# EXERCISE OBJECTIVE
Copy the entries exactly. Leave out any pictures.

[Dataset excerpts]
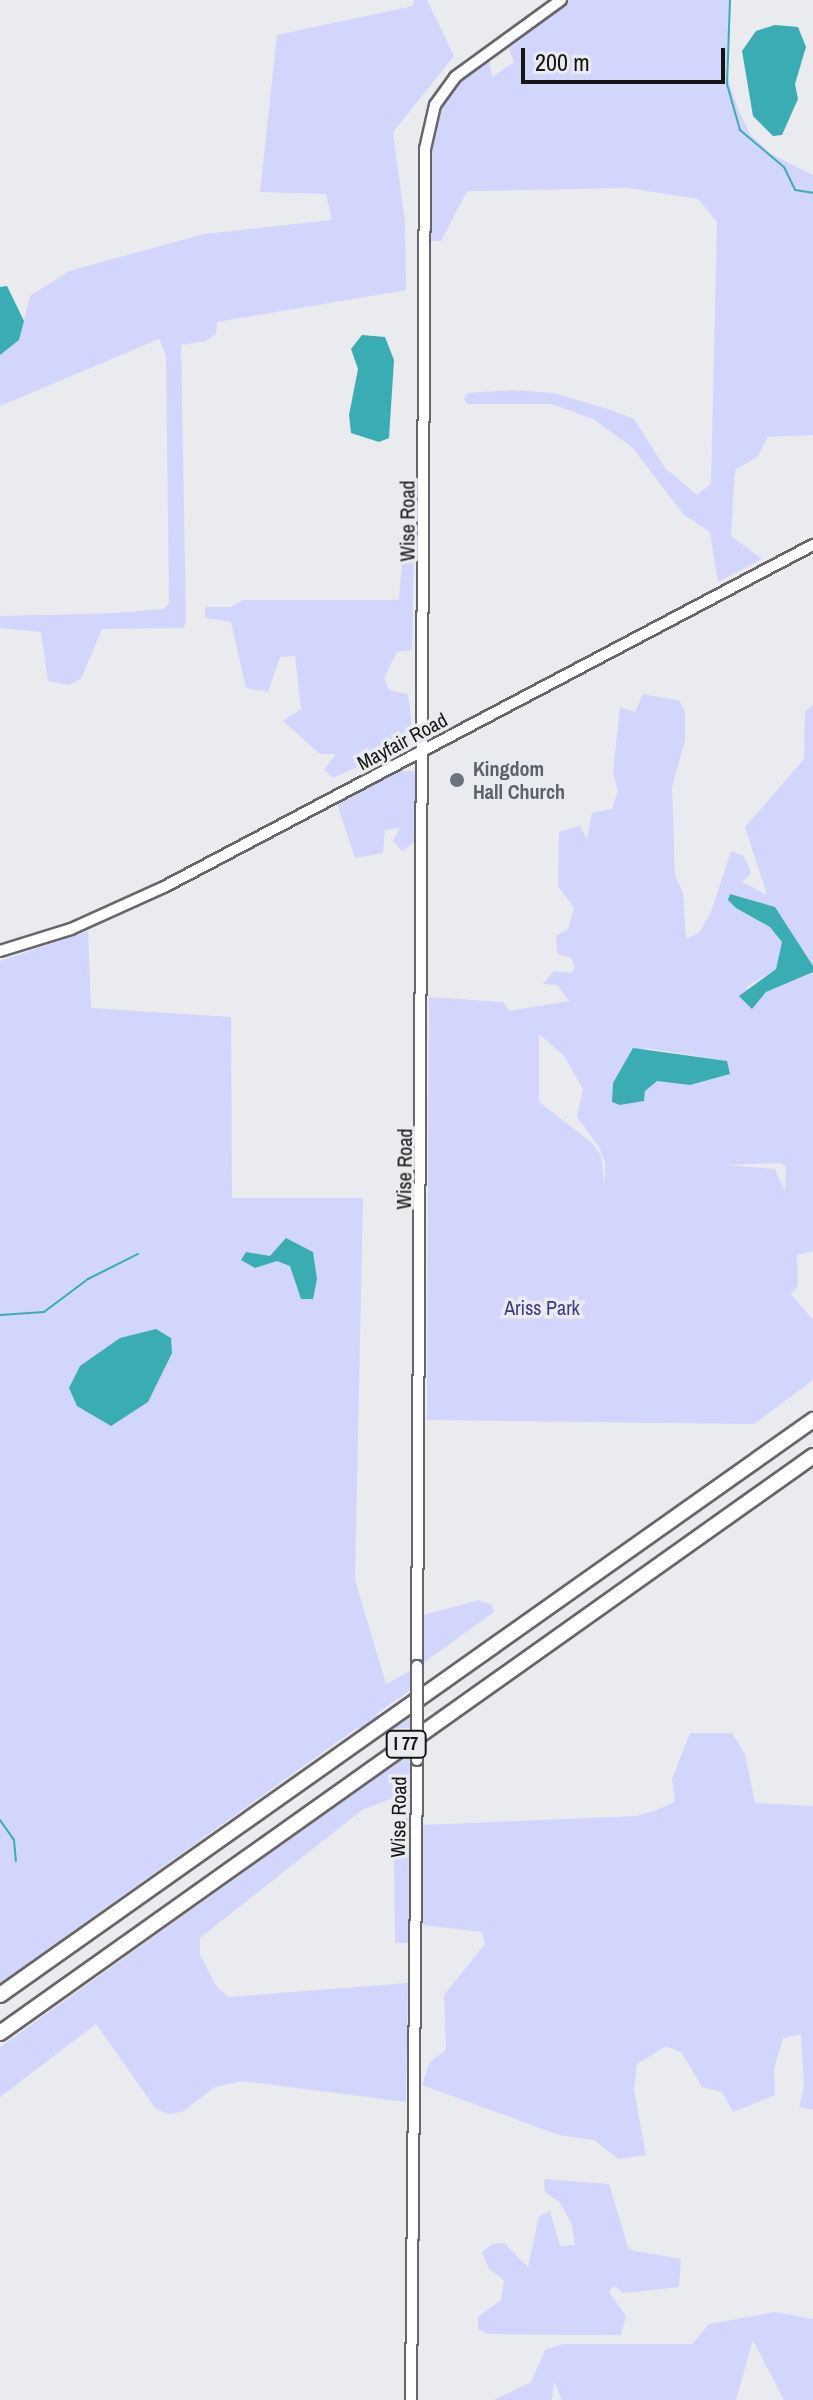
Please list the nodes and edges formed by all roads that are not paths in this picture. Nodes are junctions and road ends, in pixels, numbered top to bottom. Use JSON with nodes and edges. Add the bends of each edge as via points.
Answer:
{"nodes":[{"id":1,"x":561,"y":0,"type":"edge"},
{"id":2,"x":813,"y":545,"type":"edge"},
{"id":3,"x":426,"y":748,"type":"junction"},
{"id":4,"x":0,"y":951,"type":"edge"},
{"id":5,"x":813,"y":1420,"type":"edge"},
{"id":6,"x":813,"y":1456,"type":"edge"},
{"id":7,"x":0,"y":1995,"type":"edge"},
{"id":8,"x":0,"y":2033,"type":"edge"},
{"id":9,"x":411,"y":2400,"type":"edge"}],
"edges":[{"from":1,"to":3,"type":"street","name":"Wise Road","via":[[455,77],[439,98],[427,133]]},
{"from":2,"to":3,"type":"street","name":"Mayfair Road"},
{"from":3,"to":4,"type":"street","name":"Mayfair Road","via":[[164,887],[71,929]]},
{"from":3,"to":9,"type":"street","name":"Wise Road","bridge":true},
{"from":5,"to":7,"type":"highway","number":"I 77"},
{"from":6,"to":8,"type":"highway","number":"I 77"}]}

# EXERCISE ANSWER
Please list the nodes and edges formed by all roads that are not paths in this picture. Nodes are junctions and road ends, in pixels, numbered top to bottom. Use JSON with nodes and edges. Add the bends of each edge as via points.
Answer:
{"nodes":[{"id":1,"x":561,"y":0,"type":"edge"},
{"id":2,"x":813,"y":545,"type":"edge"},
{"id":3,"x":426,"y":748,"type":"junction"},
{"id":4,"x":0,"y":951,"type":"edge"},
{"id":5,"x":813,"y":1420,"type":"edge"},
{"id":6,"x":813,"y":1456,"type":"edge"},
{"id":7,"x":0,"y":1995,"type":"edge"},
{"id":8,"x":0,"y":2033,"type":"edge"},
{"id":9,"x":411,"y":2400,"type":"edge"}],
"edges":[{"from":1,"to":3,"type":"street","name":"Wise Road","via":[[455,77],[439,98],[427,133]]},
{"from":2,"to":3,"type":"street","name":"Mayfair Road"},
{"from":3,"to":4,"type":"street","name":"Mayfair Road","via":[[164,887],[71,929]]},
{"from":3,"to":9,"type":"street","name":"Wise Road","bridge":true},
{"from":5,"to":7,"type":"highway","number":"I 77"},
{"from":6,"to":8,"type":"highway","number":"I 77"}]}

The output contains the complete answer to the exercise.